### What is being asked
Output the whole listing again, exactly as it reads.

▼

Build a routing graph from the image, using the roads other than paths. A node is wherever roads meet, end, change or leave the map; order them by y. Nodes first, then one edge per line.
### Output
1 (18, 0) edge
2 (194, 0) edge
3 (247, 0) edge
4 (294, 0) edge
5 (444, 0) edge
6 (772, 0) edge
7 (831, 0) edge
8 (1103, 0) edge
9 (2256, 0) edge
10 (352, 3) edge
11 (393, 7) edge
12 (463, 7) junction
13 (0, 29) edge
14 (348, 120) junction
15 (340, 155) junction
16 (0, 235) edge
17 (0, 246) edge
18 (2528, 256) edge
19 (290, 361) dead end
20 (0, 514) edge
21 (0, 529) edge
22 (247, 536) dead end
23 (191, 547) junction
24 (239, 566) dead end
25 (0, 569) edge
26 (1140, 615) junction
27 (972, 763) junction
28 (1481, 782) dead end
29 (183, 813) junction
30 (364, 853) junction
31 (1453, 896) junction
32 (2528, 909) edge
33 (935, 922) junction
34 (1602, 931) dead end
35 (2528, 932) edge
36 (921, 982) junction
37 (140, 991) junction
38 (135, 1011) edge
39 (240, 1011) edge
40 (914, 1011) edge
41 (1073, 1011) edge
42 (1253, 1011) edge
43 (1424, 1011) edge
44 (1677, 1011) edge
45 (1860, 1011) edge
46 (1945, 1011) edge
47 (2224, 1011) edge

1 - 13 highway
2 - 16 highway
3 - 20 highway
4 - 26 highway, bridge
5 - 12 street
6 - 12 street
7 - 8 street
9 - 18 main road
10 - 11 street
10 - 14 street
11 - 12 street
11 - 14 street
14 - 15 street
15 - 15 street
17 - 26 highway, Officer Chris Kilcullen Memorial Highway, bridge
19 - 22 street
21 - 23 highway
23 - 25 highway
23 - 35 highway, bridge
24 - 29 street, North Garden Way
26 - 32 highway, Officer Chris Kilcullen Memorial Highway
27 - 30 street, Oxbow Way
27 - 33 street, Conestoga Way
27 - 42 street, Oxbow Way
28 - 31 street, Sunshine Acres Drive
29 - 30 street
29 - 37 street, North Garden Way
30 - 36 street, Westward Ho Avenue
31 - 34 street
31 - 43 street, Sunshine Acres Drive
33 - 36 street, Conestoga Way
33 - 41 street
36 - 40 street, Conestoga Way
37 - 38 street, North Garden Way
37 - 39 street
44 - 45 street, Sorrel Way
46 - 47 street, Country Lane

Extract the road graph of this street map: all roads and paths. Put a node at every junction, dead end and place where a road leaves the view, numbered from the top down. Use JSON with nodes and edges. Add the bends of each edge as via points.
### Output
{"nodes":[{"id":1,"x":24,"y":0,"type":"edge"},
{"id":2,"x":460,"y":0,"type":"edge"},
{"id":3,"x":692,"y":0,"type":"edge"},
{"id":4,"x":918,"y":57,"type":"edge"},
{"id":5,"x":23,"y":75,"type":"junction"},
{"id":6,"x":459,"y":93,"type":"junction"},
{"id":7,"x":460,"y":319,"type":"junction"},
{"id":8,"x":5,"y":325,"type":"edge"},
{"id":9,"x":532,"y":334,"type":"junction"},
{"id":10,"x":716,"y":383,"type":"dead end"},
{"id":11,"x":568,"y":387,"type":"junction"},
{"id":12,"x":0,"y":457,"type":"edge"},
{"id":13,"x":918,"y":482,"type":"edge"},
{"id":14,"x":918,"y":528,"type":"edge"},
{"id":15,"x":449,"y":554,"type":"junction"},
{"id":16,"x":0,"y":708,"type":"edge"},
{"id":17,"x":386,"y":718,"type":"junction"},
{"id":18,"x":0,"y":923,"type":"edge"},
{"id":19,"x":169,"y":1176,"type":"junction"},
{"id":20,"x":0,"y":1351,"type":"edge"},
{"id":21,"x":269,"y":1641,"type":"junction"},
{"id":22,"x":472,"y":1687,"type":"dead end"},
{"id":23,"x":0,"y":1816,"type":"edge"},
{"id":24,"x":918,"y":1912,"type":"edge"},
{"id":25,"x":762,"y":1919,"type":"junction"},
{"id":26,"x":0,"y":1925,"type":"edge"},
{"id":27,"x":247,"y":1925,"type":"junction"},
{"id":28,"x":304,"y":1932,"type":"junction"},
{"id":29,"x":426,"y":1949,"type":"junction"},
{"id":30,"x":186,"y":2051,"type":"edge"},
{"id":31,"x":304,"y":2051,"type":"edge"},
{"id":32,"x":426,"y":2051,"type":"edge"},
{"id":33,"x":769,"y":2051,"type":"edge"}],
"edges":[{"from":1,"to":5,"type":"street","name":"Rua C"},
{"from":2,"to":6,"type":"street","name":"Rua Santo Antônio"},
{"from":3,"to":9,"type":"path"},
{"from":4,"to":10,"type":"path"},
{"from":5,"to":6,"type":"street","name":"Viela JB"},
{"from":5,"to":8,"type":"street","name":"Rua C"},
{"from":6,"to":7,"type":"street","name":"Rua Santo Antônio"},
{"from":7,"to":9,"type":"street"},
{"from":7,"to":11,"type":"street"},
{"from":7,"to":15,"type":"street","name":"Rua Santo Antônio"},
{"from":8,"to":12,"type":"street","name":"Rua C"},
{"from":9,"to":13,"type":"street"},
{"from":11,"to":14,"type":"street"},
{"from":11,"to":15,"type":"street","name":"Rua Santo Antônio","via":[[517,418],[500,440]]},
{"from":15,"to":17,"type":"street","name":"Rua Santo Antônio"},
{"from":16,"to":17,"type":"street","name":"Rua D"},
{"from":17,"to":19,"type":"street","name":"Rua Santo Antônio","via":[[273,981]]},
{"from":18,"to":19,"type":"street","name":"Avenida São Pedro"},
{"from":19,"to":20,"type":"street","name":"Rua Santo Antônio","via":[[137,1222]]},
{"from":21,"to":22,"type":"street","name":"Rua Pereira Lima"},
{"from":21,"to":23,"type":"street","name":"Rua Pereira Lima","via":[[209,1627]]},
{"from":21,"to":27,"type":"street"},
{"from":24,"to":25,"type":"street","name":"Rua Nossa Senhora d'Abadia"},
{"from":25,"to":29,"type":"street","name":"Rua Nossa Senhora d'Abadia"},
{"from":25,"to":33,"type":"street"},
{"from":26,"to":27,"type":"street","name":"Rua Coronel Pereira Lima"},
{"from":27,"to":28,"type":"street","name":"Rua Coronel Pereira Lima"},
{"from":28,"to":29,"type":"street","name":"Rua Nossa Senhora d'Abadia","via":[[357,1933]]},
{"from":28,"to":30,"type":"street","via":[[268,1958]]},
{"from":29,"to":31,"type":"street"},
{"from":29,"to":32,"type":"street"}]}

▲

### Answer to the exercise
Build a routing graph from the image, using the roads other than paths. A node is wherever roads meet, end, change or leave the map; order them by y. Nodes first, then one edge per line.
### Output
1 (18, 0) edge
2 (194, 0) edge
3 (247, 0) edge
4 (294, 0) edge
5 (444, 0) edge
6 (772, 0) edge
7 (831, 0) edge
8 (1103, 0) edge
9 (2256, 0) edge
10 (352, 3) edge
11 (393, 7) edge
12 (463, 7) junction
13 (0, 29) edge
14 (348, 120) junction
15 (340, 155) junction
16 (0, 235) edge
17 (0, 246) edge
18 (2528, 256) edge
19 (290, 361) dead end
20 (0, 514) edge
21 (0, 529) edge
22 (247, 536) dead end
23 (191, 547) junction
24 (239, 566) dead end
25 (0, 569) edge
26 (1140, 615) junction
27 (972, 763) junction
28 (1481, 782) dead end
29 (183, 813) junction
30 (364, 853) junction
31 (1453, 896) junction
32 (2528, 909) edge
33 (935, 922) junction
34 (1602, 931) dead end
35 (2528, 932) edge
36 (921, 982) junction
37 (140, 991) junction
38 (135, 1011) edge
39 (240, 1011) edge
40 (914, 1011) edge
41 (1073, 1011) edge
42 (1253, 1011) edge
43 (1424, 1011) edge
44 (1677, 1011) edge
45 (1860, 1011) edge
46 (1945, 1011) edge
47 (2224, 1011) edge

1 - 13 highway
2 - 16 highway
3 - 20 highway
4 - 26 highway, bridge
5 - 12 street
6 - 12 street
7 - 8 street
9 - 18 main road
10 - 11 street
10 - 14 street
11 - 12 street
11 - 14 street
14 - 15 street
15 - 15 street
17 - 26 highway, Officer Chris Kilcullen Memorial Highway, bridge
19 - 22 street
21 - 23 highway
23 - 25 highway
23 - 35 highway, bridge
24 - 29 street, North Garden Way
26 - 32 highway, Officer Chris Kilcullen Memorial Highway
27 - 30 street, Oxbow Way
27 - 33 street, Conestoga Way
27 - 42 street, Oxbow Way
28 - 31 street, Sunshine Acres Drive
29 - 30 street
29 - 37 street, North Garden Way
30 - 36 street, Westward Ho Avenue
31 - 34 street
31 - 43 street, Sunshine Acres Drive
33 - 36 street, Conestoga Way
33 - 41 street
36 - 40 street, Conestoga Way
37 - 38 street, North Garden Way
37 - 39 street
44 - 45 street, Sorrel Way
46 - 47 street, Country Lane

Extract the road graph of this street map: all roads and paths. Put a node at every junction, dead end and place where a road leaves the view, numbered from the top down. Use JSON with nodes and edges. Add the bends of each edge as via points.
### Output
{"nodes":[{"id":1,"x":24,"y":0,"type":"edge"},
{"id":2,"x":460,"y":0,"type":"edge"},
{"id":3,"x":692,"y":0,"type":"edge"},
{"id":4,"x":918,"y":57,"type":"edge"},
{"id":5,"x":23,"y":75,"type":"junction"},
{"id":6,"x":459,"y":93,"type":"junction"},
{"id":7,"x":460,"y":319,"type":"junction"},
{"id":8,"x":5,"y":325,"type":"edge"},
{"id":9,"x":532,"y":334,"type":"junction"},
{"id":10,"x":716,"y":383,"type":"dead end"},
{"id":11,"x":568,"y":387,"type":"junction"},
{"id":12,"x":0,"y":457,"type":"edge"},
{"id":13,"x":918,"y":482,"type":"edge"},
{"id":14,"x":918,"y":528,"type":"edge"},
{"id":15,"x":449,"y":554,"type":"junction"},
{"id":16,"x":0,"y":708,"type":"edge"},
{"id":17,"x":386,"y":718,"type":"junction"},
{"id":18,"x":0,"y":923,"type":"edge"},
{"id":19,"x":169,"y":1176,"type":"junction"},
{"id":20,"x":0,"y":1351,"type":"edge"},
{"id":21,"x":269,"y":1641,"type":"junction"},
{"id":22,"x":472,"y":1687,"type":"dead end"},
{"id":23,"x":0,"y":1816,"type":"edge"},
{"id":24,"x":918,"y":1912,"type":"edge"},
{"id":25,"x":762,"y":1919,"type":"junction"},
{"id":26,"x":0,"y":1925,"type":"edge"},
{"id":27,"x":247,"y":1925,"type":"junction"},
{"id":28,"x":304,"y":1932,"type":"junction"},
{"id":29,"x":426,"y":1949,"type":"junction"},
{"id":30,"x":186,"y":2051,"type":"edge"},
{"id":31,"x":304,"y":2051,"type":"edge"},
{"id":32,"x":426,"y":2051,"type":"edge"},
{"id":33,"x":769,"y":2051,"type":"edge"}],
"edges":[{"from":1,"to":5,"type":"street","name":"Rua C"},
{"from":2,"to":6,"type":"street","name":"Rua Santo Antônio"},
{"from":3,"to":9,"type":"path"},
{"from":4,"to":10,"type":"path"},
{"from":5,"to":6,"type":"street","name":"Viela JB"},
{"from":5,"to":8,"type":"street","name":"Rua C"},
{"from":6,"to":7,"type":"street","name":"Rua Santo Antônio"},
{"from":7,"to":9,"type":"street"},
{"from":7,"to":11,"type":"street"},
{"from":7,"to":15,"type":"street","name":"Rua Santo Antônio"},
{"from":8,"to":12,"type":"street","name":"Rua C"},
{"from":9,"to":13,"type":"street"},
{"from":11,"to":14,"type":"street"},
{"from":11,"to":15,"type":"street","name":"Rua Santo Antônio","via":[[517,418],[500,440]]},
{"from":15,"to":17,"type":"street","name":"Rua Santo Antônio"},
{"from":16,"to":17,"type":"street","name":"Rua D"},
{"from":17,"to":19,"type":"street","name":"Rua Santo Antônio","via":[[273,981]]},
{"from":18,"to":19,"type":"street","name":"Avenida São Pedro"},
{"from":19,"to":20,"type":"street","name":"Rua Santo Antônio","via":[[137,1222]]},
{"from":21,"to":22,"type":"street","name":"Rua Pereira Lima"},
{"from":21,"to":23,"type":"street","name":"Rua Pereira Lima","via":[[209,1627]]},
{"from":21,"to":27,"type":"street"},
{"from":24,"to":25,"type":"street","name":"Rua Nossa Senhora d'Abadia"},
{"from":25,"to":29,"type":"street","name":"Rua Nossa Senhora d'Abadia"},
{"from":25,"to":33,"type":"street"},
{"from":26,"to":27,"type":"street","name":"Rua Coronel Pereira Lima"},
{"from":27,"to":28,"type":"street","name":"Rua Coronel Pereira Lima"},
{"from":28,"to":29,"type":"street","name":"Rua Nossa Senhora d'Abadia","via":[[357,1933]]},
{"from":28,"to":30,"type":"street","via":[[268,1958]]},
{"from":29,"to":31,"type":"street"},
{"from":29,"to":32,"type":"street"}]}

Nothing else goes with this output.